DIRECTIONS – Spot each line in the data below containing "Montbert" and copy it.

--- MATERIAL SUPPLIED Enclosed Below ---

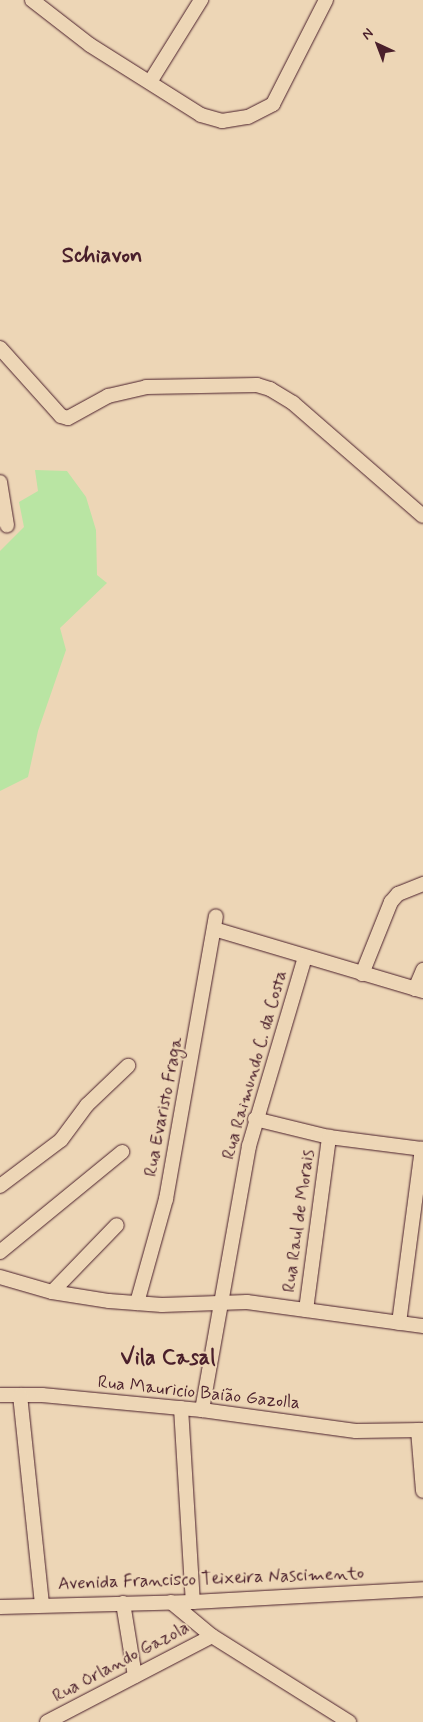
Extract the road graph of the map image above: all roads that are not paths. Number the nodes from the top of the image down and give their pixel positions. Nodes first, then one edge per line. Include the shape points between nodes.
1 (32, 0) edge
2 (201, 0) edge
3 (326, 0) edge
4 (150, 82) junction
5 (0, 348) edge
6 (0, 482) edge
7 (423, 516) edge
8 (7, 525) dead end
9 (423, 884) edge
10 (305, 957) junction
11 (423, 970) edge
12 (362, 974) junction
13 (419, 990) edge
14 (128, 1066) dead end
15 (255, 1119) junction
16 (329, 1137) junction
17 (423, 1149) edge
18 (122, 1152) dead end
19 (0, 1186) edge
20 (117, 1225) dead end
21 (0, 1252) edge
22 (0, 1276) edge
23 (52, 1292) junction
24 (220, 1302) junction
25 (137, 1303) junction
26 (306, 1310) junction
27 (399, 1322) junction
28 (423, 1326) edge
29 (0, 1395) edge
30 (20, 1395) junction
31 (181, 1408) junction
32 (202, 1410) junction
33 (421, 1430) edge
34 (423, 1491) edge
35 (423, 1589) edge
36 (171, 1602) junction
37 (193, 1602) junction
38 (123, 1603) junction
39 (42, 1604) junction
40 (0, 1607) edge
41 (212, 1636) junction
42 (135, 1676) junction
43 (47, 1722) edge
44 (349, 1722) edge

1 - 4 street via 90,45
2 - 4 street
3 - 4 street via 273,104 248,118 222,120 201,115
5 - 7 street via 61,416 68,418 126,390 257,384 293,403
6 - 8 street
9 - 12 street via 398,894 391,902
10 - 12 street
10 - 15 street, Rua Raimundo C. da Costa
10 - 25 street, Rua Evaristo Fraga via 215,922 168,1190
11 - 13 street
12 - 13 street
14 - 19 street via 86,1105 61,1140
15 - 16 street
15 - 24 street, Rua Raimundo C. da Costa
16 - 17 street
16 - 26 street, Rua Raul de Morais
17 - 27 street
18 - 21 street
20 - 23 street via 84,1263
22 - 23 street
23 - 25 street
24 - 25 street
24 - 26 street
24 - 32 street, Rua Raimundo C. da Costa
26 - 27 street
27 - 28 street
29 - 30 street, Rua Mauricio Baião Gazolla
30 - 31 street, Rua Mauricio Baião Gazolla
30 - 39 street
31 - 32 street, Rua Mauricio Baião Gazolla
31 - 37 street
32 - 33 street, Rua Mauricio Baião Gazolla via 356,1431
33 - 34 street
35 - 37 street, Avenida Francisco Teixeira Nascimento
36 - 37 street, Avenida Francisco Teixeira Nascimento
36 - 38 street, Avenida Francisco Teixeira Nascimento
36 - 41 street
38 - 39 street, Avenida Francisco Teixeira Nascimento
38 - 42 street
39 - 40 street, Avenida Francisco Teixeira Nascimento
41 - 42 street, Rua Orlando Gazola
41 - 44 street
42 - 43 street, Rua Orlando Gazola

--- End of Enclosed MATERIAL SUPPLIED ---
--- MATERIAL SUPPLIED Enclosed Below ---

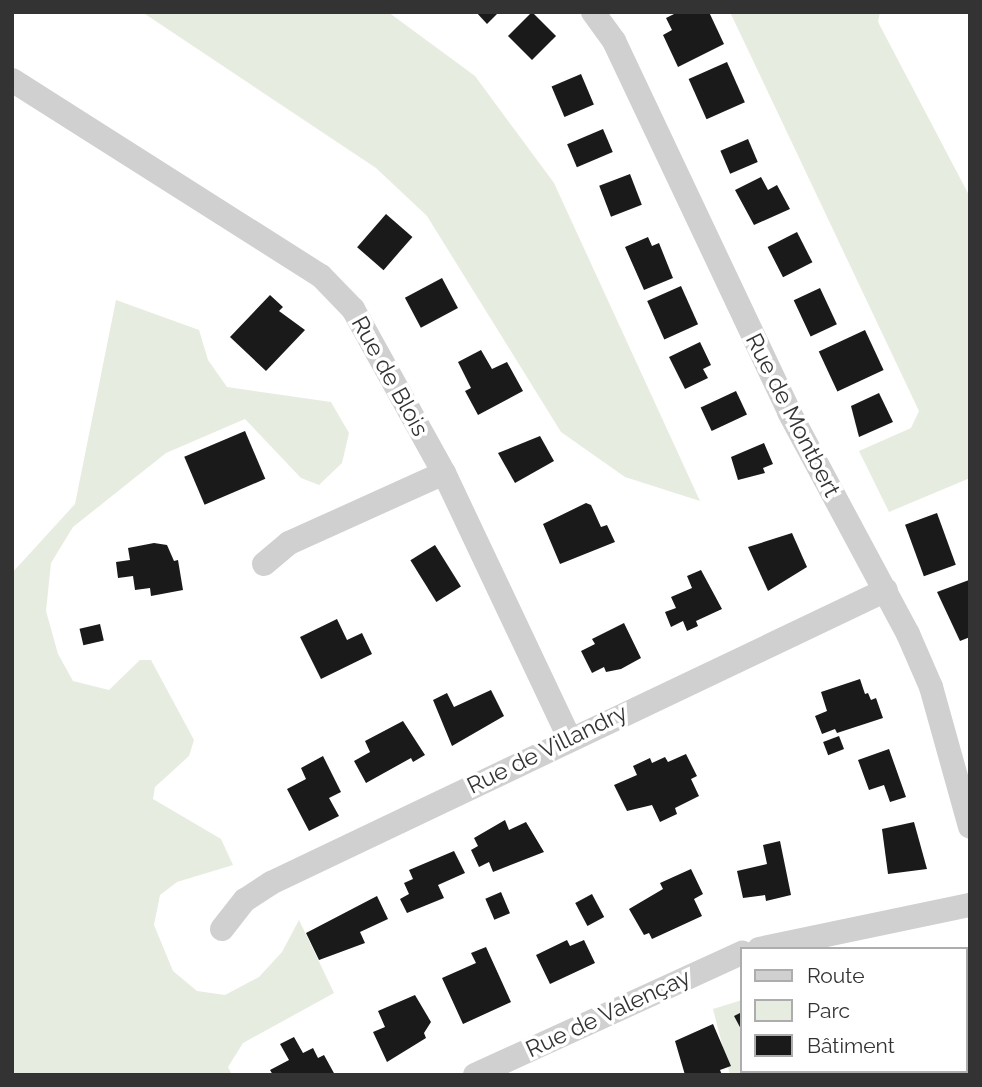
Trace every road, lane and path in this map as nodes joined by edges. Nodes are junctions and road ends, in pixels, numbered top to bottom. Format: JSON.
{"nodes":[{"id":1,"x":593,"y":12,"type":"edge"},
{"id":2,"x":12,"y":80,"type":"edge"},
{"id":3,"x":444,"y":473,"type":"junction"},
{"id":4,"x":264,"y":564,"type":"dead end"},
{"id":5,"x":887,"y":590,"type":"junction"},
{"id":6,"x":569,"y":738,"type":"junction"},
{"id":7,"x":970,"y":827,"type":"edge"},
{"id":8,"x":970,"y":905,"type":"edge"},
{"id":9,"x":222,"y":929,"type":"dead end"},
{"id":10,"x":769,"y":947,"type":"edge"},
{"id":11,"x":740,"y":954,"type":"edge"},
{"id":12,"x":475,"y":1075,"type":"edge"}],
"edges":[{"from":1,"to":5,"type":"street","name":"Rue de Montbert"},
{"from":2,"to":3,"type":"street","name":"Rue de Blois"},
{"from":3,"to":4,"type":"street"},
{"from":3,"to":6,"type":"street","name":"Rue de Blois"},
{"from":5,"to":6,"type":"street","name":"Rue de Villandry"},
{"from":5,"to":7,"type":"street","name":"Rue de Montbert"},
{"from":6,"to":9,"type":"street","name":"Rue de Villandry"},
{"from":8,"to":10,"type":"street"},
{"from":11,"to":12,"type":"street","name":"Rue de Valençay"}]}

--- End of Enclosed MATERIAL SUPPLIED ---

EXERCISE ANSWER –
"edges":[{"from":1,"to":5,"type":"street","name":"Rue de Montbert"},
{"from":5,"to":7,"type":"street","name":"Rue de Montbert"},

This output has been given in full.